ANB-BIA SUPPLEMENT

ISSUE/EDITION Nr 423 - 01/12/2001

CONTENTS | ANB-BIA HOMEPAGE | WEEKLY NEWS


Africa
Hope for positive change


DEVELOPMENT

Although Africa is always teeming with negative news for the first time in many years, there is hope for positive change in many parts of the continent. Many countries are showing signs of economic progress, underlined by sound economic policies and structural reforms

Let’s take a look at some countries. Mozambique has been growing at an unprecedented growth rate of 10% on average over the past few years. In Botswana, export trade surplus increased by 12.2% in 2000, while foreign exchange reserves increased by 17% during the same year. The country currently boasts of foreign exchange reserves representing three years of import cover.

In both cases, studies show that the countries have successfully cut domestic and external financial imbalances, enhancing economic efficiency. They have made the best possible use of their natural resource endowments. Not least, they have given greater priority to public spending on health care, education, and other basic social services.

In addition to this, the countries have to a greater extent moved towards more open and participatory forms of government that encourage co-operation between the state and civil society.

Zimbabwe — an exception

But James Jowa, the Zimbabwe National Chamber of Commerce (ZNCC)’s chief economist is saddened by the fact that while the rest of the region has moved on, Zimbabwe has lagged behind — moving backwards — and continues to wallow in economic, political and social doldrums.

Jowa says economic reforms have stalled. The country lacks a credible economic reform programme, a factor Jowa says is likely to jeopardise the country’s eligibility for the newly signed Cotonou Agreement, which replaced the European Union-African, Caribbean and Pacific Agreement. Investment in Zimbabwe remains subdued, limiting efforts to diversify economic structures and boost growth.

Jowa says the embattled nation’s challenge is to raise economic growth, reduce poverty and to seek to be readmitted into the regional and world economies.

He says: «Zimbabwe’s economic real growth rates over the years have not been high enough to warrant a real dent in the pervasive poverty and enable the country to catch up with other economies. What is needed is a sustained and substantial increase in real per capita growth rate, coupled with improvements in social conditions.»

Zimbabwe’s Finance and Economic Development Minister, Dr Simba Makoni, unlike his head of state, Robert Mugabe, is convinced that the economy is in crisis, and poverty is spreading at an alarming rate. He said recently: «I would have to be foolish to deny what is evident to everybody in broad daylight, even in the darkness of night — our economy is in crisis. The impact of poverty on ordinary Zimbabweans is severe, and poverty is entrenching at a rate that is very alarming.»

According to Dr Makoni, Zimbabwe’s economy has deteriorated progressively since 1997, in comparison to those of Sub-Saharan Africa and the rest of the world.
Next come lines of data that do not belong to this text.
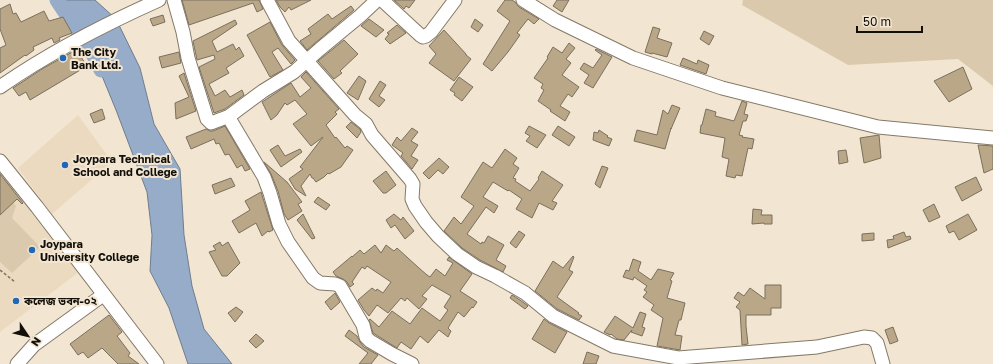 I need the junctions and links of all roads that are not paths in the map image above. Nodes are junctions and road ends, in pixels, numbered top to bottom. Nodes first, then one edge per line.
1 (159, 0) edge
2 (174, 0) edge
3 (267, 0) edge
4 (377, 0) edge
5 (382, 0) edge
6 (455, 0) edge
7 (523, 0) edge
8 (307, 61) junction
9 (0, 87) edge
10 (228, 117) junction
11 (993, 138) edge
12 (0, 161) edge
13 (103, 295) junction
14 (17, 364) edge
15 (157, 364) edge
16 (412, 364) edge
17 (883, 364) edge

1 - 9 street
2 - 10 street
3 - 8 street
4 - 8 street
5 - 6 street
7 - 11 street
8 - 10 street
8 - 17 street
10 - 16 street
12 - 13 street
13 - 14 street
13 - 15 street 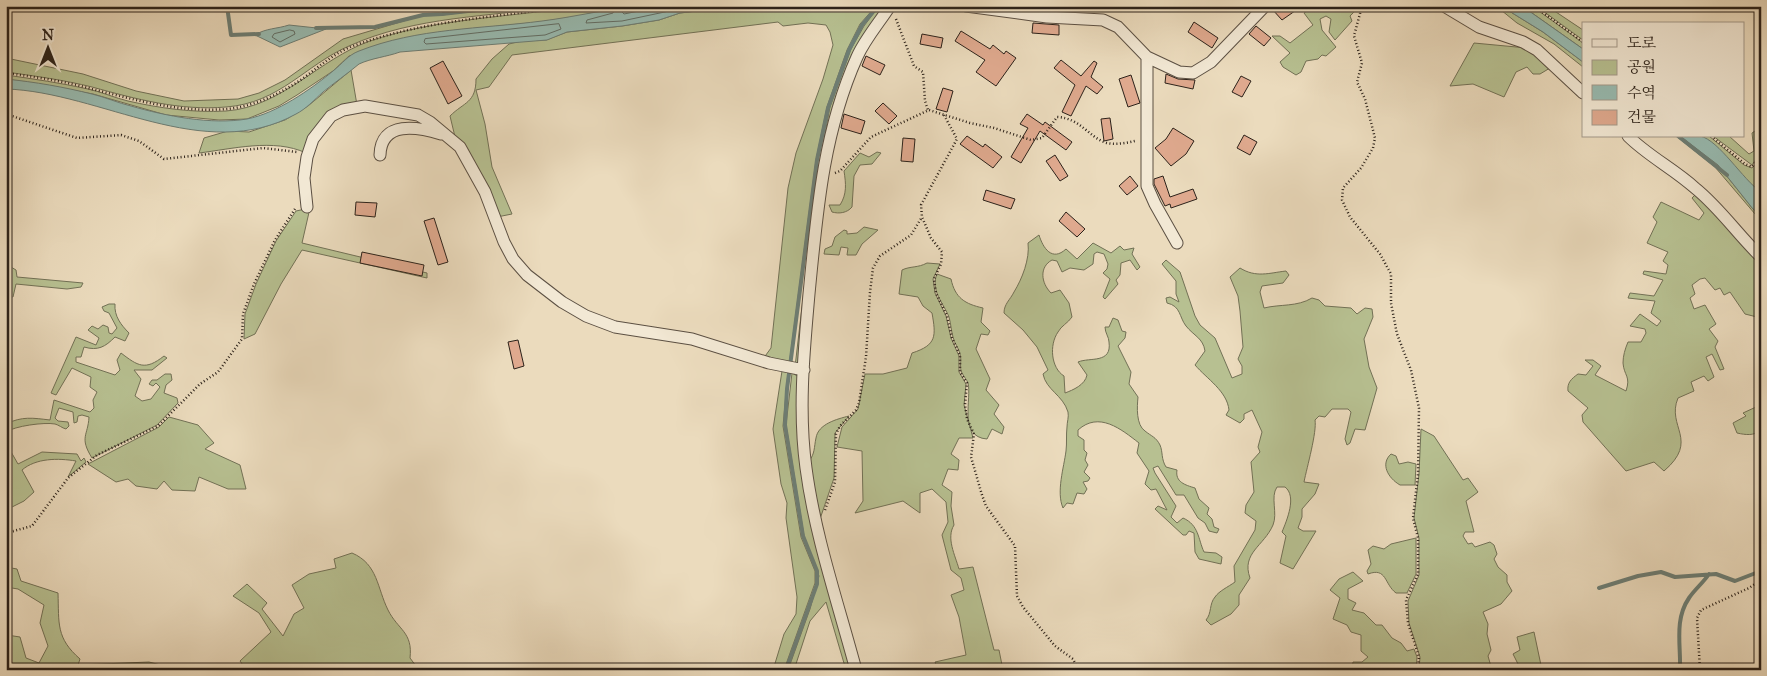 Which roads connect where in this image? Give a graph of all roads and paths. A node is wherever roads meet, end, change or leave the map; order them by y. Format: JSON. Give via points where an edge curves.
{"nodes":[{"id":1,"x":572,"y":6,"type":"edge"},
{"id":2,"x":966,"y":6,"type":"edge"},
{"id":3,"x":1265,"y":6,"type":"edge"},
{"id":4,"x":1362,"y":6,"type":"edge"},
{"id":5,"x":1444,"y":6,"type":"edge"},
{"id":6,"x":1534,"y":6,"type":"edge"},
{"id":7,"x":892,"y":10,"type":"edge"},
{"id":8,"x":1582,"y":41,"type":"edge"},
{"id":9,"x":1147,"y":58,"type":"junction"},
{"id":10,"x":6,"y":73,"type":"edge"},
{"id":11,"x":1582,"y":92,"type":"edge"},
{"id":12,"x":928,"y":110,"type":"junction"},
{"id":13,"x":6,"y":114,"type":"edge"},
{"id":14,"x":944,"y":115,"type":"junction"},
{"id":15,"x":1761,"y":134,"type":"edge"},
{"id":16,"x":444,"y":136,"type":"junction"},
{"id":17,"x":1630,"y":138,"type":"edge"},
{"id":18,"x":1713,"y":138,"type":"edge"},
{"id":19,"x":1146,"y":139,"type":"junction"},
{"id":20,"x":1761,"y":154,"type":"edge"},
{"id":21,"x":380,"y":155,"type":"dead end"},
{"id":22,"x":307,"y":157,"type":"junction"},
{"id":23,"x":822,"y":173,"type":"junction"},
{"id":24,"x":307,"y":207,"type":"joint"},
{"id":25,"x":922,"y":217,"type":"junction"},
{"id":26,"x":1177,"y":243,"type":"dead end"},
{"id":27,"x":1761,"y":257,"type":"edge"},
{"id":28,"x":796,"y":369,"type":"junction"},
{"id":29,"x":819,"y":530,"type":"junction"},
{"id":30,"x":6,"y":533,"type":"edge"},
{"id":31,"x":1761,"y":580,"type":"edge"},
{"id":32,"x":856,"y":670,"type":"edge"},
{"id":33,"x":1078,"y":670,"type":"edge"},
{"id":34,"x":1418,"y":670,"type":"edge"},
{"id":35,"x":1700,"y":670,"type":"edge"}],
"edges":[{"from":1,"to":10,"type":"path","via":[[438,22],[403,30],[350,47],[280,92],[254,104],[227,109],[173,107],[128,100],[69,84]]},
{"from":2,"to":9,"type":"street","via":[[1047,17],[1103,20],[1118,27]]},
{"from":3,"to":9,"type":"street","via":[[1211,62],[1198,71],[1179,72]]},
{"from":4,"to":34,"type":"path","via":[[1354,36],[1362,63],[1357,82],[1365,100],[1374,138],[1373,148],[1362,168],[1343,188],[1342,200],[1350,217],[1380,254],[1391,274],[1394,321],[1411,370],[1419,408],[1418,474],[1413,518],[1418,538],[1418,574],[1406,600],[1408,623],[1419,657]]},
{"from":5,"to":11,"type":"street","via":[[1479,27],[1537,50]]},
{"from":6,"to":8,"type":"path"},
{"from":7,"to":12,"type":"path","via":[[914,66],[923,72]]},
{"from":7,"to":23,"type":"street","via":[[857,56]]},
{"from":9,"to":19,"type":"street"},
{"from":12,"to":14,"type":"path"},
{"from":12,"to":23,"type":"path","via":[[870,137],[840,172]]},
{"from":13,"to":22,"type":"path","via":[[77,138],[121,135],[139,141],[164,159],[263,148],[292,150]]},
{"from":14,"to":19,"type":"path","via":[[1031,140],[1042,138],[1057,117],[1067,118],[1105,143]]},
{"from":14,"to":25,"type":"path","via":[[957,139],[921,205]]},
{"from":15,"to":20,"type":"path","via":[[1758,139]]},
{"from":16,"to":21,"type":"street","via":[[413,128],[398,128],[383,141]]},
{"from":16,"to":22,"type":"street","via":[[418,115],[365,106],[331,116],[314,139]]},
{"from":16,"to":28,"type":"street","via":[[460,147],[473,167],[513,259],[527,275],[562,302],[615,327],[692,339]]},
{"from":17,"to":27,"type":"street","via":[[1715,205]]},
{"from":18,"to":20,"type":"path","via":[[1752,167]]},
{"from":19,"to":26,"type":"street","via":[[1147,186]]},
{"from":22,"to":24,"type":"street","via":[[304,178]]},
{"from":23,"to":28,"type":"street"},
{"from":24,"to":30,"type":"path","via":[[295,209],[275,240],[243,314],[242,339],[218,372],[193,390],[158,426],[97,456],[68,478],[32,526]]},
{"from":25,"to":29,"type":"path","via":[[911,235],[880,256],[873,268],[859,403],[836,434],[835,482]]},
{"from":25,"to":33,"type":"path","via":[[931,238],[942,252],[934,279],[936,293],[960,355],[960,372],[967,383],[966,412],[974,434],[971,456],[982,495],[986,506],[1015,546],[1017,596],[1023,607],[1055,646],[1073,659]]},
{"from":28,"to":29,"type":"street","via":[[806,468]]},
{"from":29,"to":32,"type":"street"},
{"from":31,"to":35,"type":"path","via":[[1701,610],[1696,618]]}]}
Her estimated growth rate in 2000 was minus 4.2%, and compared unfavourably with the 3.4% for Sub-Saharan Africa, and 4.7% for the global economy respectively.

The state of the economy is summed up by persistently high interest rates and inflation, fuelled by high budget deficits and deteriorating terms of trade, leading to acute balance of payments problems and a chronic shortage of fuel and foreign currency.

Key Western donors, among them the International Monetary Fund (IMF) and the World Bank, have pulled out of the country due to differences with government over the land reform exercise and Zimbabwe’s involvement in Congo RDC‘s war.

Jowa says it is the duty of Parliament to make sure that government focuses on delivering essential public services, as well as to enhance growth performance.

Mugabe has vowed the economy will not collapse, despite clear evidence to the contrary.